Got a dancefloor gathering dust? A conference space collecting cobwebs? It might be time to rethink how you promote your venue as an event destination. Unless you have a venue with sweeping views of Sydney Harbour or a stadium-crowd capacity, packing the house with events is something you’ll have to work at.
Whether you have a space you want to hire out, or a venue that’s not attracting enough talent, here are 15 simple but effective venue promotion ideas.
Before you get started: Define your audience
Before you start any venue promotion, you will need to define who you are looking to attract. Your venue has two distinct audiences:
- The clientele your venue attracts
- The people who book event spaces (i.e. conference organisers, marketing managers, tour promoters)
You can see firsthand who comes through the doors at your venue, so defining the first audience is easy. To define the second audience, think about the kind of events your customers might attend.

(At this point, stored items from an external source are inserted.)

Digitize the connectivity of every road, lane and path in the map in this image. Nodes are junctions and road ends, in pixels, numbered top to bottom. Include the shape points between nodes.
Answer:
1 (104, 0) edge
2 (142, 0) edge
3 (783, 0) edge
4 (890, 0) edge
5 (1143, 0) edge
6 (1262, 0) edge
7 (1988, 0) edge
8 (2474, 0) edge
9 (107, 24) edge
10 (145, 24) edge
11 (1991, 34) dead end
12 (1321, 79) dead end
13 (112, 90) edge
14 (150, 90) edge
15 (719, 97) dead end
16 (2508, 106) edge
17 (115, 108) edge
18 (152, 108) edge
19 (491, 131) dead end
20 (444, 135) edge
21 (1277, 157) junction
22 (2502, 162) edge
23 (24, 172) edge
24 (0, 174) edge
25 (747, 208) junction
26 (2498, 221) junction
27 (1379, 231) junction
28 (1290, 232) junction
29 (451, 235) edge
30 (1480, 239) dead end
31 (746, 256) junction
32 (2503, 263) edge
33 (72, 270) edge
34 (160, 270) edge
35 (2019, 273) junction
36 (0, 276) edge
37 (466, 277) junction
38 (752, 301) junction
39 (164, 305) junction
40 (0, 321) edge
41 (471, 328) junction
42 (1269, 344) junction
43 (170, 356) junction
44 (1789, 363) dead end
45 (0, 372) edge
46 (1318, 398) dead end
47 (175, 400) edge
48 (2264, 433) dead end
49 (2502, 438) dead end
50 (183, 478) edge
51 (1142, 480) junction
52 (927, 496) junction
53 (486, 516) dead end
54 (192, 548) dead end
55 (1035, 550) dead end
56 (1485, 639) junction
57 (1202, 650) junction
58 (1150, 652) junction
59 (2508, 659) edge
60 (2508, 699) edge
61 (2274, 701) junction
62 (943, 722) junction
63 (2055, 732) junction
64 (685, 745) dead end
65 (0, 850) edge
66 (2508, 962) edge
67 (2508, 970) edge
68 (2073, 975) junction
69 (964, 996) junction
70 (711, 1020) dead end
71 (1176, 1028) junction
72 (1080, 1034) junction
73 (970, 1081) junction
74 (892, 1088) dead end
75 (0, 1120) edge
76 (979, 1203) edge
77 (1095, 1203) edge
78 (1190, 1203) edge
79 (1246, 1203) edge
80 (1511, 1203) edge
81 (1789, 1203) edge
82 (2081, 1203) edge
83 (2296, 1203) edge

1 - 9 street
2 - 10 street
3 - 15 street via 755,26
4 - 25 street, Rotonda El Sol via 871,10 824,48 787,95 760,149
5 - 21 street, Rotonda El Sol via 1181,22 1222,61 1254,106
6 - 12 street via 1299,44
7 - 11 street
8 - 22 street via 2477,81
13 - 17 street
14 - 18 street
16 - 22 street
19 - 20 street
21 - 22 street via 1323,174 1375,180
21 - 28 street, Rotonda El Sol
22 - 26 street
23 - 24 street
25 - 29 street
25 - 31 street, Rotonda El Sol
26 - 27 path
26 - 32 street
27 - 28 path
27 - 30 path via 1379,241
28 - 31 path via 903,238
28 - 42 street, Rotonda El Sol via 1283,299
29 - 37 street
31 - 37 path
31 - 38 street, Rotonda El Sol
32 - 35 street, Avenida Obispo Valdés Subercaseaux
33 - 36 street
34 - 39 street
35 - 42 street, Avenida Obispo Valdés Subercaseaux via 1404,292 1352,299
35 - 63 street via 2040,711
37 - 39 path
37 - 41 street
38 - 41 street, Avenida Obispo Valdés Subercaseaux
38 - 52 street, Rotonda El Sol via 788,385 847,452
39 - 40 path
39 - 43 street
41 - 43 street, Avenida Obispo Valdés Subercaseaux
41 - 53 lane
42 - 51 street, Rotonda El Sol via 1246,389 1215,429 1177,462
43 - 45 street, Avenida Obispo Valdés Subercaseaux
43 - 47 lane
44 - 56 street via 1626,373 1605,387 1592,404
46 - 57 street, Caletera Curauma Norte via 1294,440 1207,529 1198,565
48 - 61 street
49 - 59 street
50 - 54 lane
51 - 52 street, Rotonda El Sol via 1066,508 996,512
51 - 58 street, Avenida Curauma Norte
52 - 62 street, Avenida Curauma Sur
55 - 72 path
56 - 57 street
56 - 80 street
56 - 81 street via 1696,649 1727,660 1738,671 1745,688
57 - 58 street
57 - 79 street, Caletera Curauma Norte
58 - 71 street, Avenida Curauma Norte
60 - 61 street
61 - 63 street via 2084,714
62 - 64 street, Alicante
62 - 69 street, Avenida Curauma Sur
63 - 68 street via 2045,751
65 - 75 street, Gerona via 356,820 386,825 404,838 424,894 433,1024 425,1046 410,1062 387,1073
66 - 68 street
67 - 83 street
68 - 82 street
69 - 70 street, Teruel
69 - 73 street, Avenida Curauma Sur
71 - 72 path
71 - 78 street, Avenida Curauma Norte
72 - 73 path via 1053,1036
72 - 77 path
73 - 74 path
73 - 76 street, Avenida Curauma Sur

Take for example, a venue that has a reputation as a fun-loving, grungy dive bar with a small stage. The clientele here is a ‘young, hipster crowd’. They already attract tour promoters and small record labels to use the stage on weekends, but how would they fill up on a quiet Tuesday night? Looking at their clientele, the venue could start offering the space for professional networking events by targeting industries that employ the same crowd as their existing clientele — like edgy startups or creative agencies. Or they could target small-batch craft alcohol companies for launch events and tastings, tapping into existing suppliers.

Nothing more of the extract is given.